*** Records to process ***

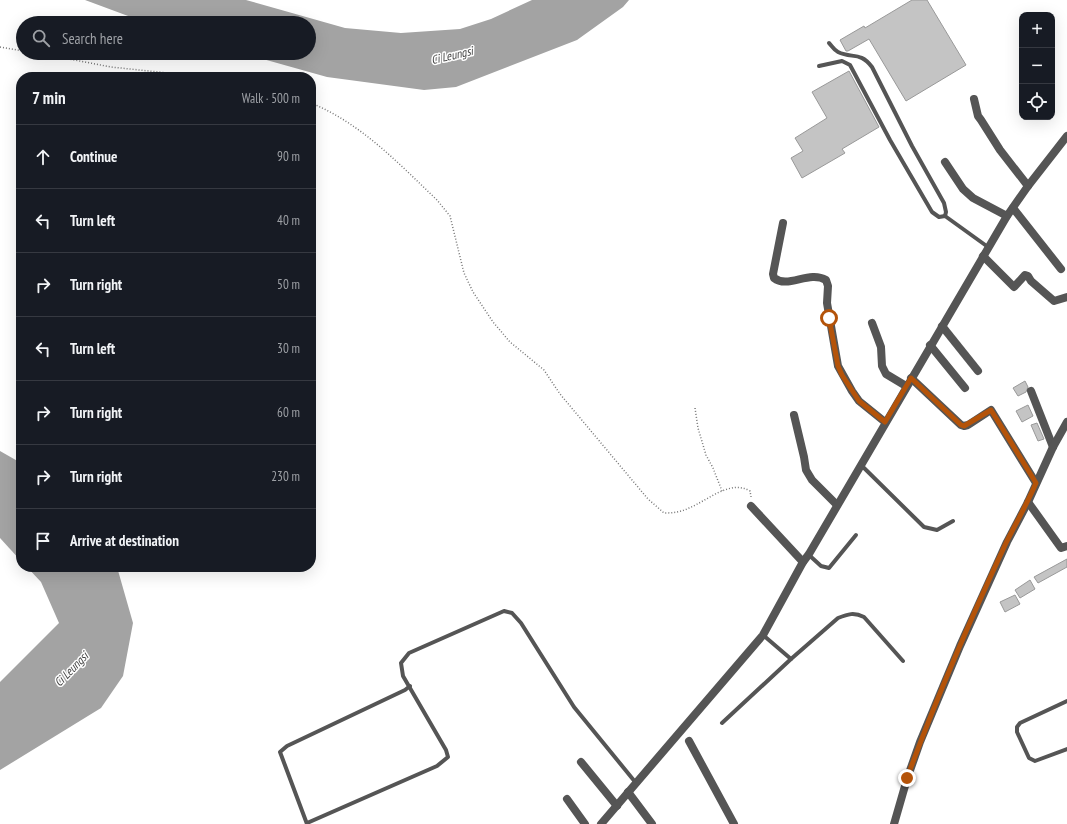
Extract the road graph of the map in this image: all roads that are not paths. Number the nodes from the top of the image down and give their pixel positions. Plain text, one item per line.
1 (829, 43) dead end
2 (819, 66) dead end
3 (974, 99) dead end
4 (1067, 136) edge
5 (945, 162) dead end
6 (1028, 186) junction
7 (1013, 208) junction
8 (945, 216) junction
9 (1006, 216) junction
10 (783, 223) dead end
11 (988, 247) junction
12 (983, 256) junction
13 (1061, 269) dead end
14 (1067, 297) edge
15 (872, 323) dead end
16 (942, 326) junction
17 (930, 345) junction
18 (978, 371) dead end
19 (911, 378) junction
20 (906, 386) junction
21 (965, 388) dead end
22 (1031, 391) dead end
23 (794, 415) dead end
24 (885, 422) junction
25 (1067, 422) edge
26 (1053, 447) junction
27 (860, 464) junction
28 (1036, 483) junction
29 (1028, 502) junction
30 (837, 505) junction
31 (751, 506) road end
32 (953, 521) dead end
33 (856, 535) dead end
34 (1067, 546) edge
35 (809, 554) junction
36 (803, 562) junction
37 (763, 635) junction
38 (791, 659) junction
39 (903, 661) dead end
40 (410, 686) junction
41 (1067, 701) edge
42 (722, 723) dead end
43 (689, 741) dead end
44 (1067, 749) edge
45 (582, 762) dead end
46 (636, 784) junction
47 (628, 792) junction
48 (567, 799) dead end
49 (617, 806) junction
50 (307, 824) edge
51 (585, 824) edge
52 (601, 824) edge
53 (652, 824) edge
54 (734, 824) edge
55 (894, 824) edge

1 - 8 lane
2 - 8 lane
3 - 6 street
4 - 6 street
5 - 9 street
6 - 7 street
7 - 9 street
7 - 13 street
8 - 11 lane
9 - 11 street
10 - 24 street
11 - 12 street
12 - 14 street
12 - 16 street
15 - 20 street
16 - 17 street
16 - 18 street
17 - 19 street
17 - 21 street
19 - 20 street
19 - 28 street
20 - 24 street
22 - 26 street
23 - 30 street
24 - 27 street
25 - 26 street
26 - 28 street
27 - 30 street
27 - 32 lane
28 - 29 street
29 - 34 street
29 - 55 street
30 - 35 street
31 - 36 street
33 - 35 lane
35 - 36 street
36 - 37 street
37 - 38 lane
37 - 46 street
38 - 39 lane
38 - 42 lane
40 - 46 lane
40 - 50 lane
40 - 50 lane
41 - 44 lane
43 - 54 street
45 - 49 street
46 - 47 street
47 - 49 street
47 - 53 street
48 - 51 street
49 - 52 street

***

### Work order
What is needed is an exact copy of every record above, minus the images.

### Written solution
Extract the road graph of the map in this image: all roads that are not paths. Number the nodes from the top of the image down and give their pixel positions. Plain text, one item per line.
1 (829, 43) dead end
2 (819, 66) dead end
3 (974, 99) dead end
4 (1067, 136) edge
5 (945, 162) dead end
6 (1028, 186) junction
7 (1013, 208) junction
8 (945, 216) junction
9 (1006, 216) junction
10 (783, 223) dead end
11 (988, 247) junction
12 (983, 256) junction
13 (1061, 269) dead end
14 (1067, 297) edge
15 (872, 323) dead end
16 (942, 326) junction
17 (930, 345) junction
18 (978, 371) dead end
19 (911, 378) junction
20 (906, 386) junction
21 (965, 388) dead end
22 (1031, 391) dead end
23 (794, 415) dead end
24 (885, 422) junction
25 (1067, 422) edge
26 (1053, 447) junction
27 (860, 464) junction
28 (1036, 483) junction
29 (1028, 502) junction
30 (837, 505) junction
31 (751, 506) road end
32 (953, 521) dead end
33 (856, 535) dead end
34 (1067, 546) edge
35 (809, 554) junction
36 (803, 562) junction
37 (763, 635) junction
38 (791, 659) junction
39 (903, 661) dead end
40 (410, 686) junction
41 (1067, 701) edge
42 (722, 723) dead end
43 (689, 741) dead end
44 (1067, 749) edge
45 (582, 762) dead end
46 (636, 784) junction
47 (628, 792) junction
48 (567, 799) dead end
49 (617, 806) junction
50 (307, 824) edge
51 (585, 824) edge
52 (601, 824) edge
53 (652, 824) edge
54 (734, 824) edge
55 (894, 824) edge

1 - 8 lane
2 - 8 lane
3 - 6 street
4 - 6 street
5 - 9 street
6 - 7 street
7 - 9 street
7 - 13 street
8 - 11 lane
9 - 11 street
10 - 24 street
11 - 12 street
12 - 14 street
12 - 16 street
15 - 20 street
16 - 17 street
16 - 18 street
17 - 19 street
17 - 21 street
19 - 20 street
19 - 28 street
20 - 24 street
22 - 26 street
23 - 30 street
24 - 27 street
25 - 26 street
26 - 28 street
27 - 30 street
27 - 32 lane
28 - 29 street
29 - 34 street
29 - 55 street
30 - 35 street
31 - 36 street
33 - 35 lane
35 - 36 street
36 - 37 street
37 - 38 lane
37 - 46 street
38 - 39 lane
38 - 42 lane
40 - 46 lane
40 - 50 lane
40 - 50 lane
41 - 44 lane
43 - 54 street
45 - 49 street
46 - 47 street
47 - 49 street
47 - 53 street
48 - 51 street
49 - 52 street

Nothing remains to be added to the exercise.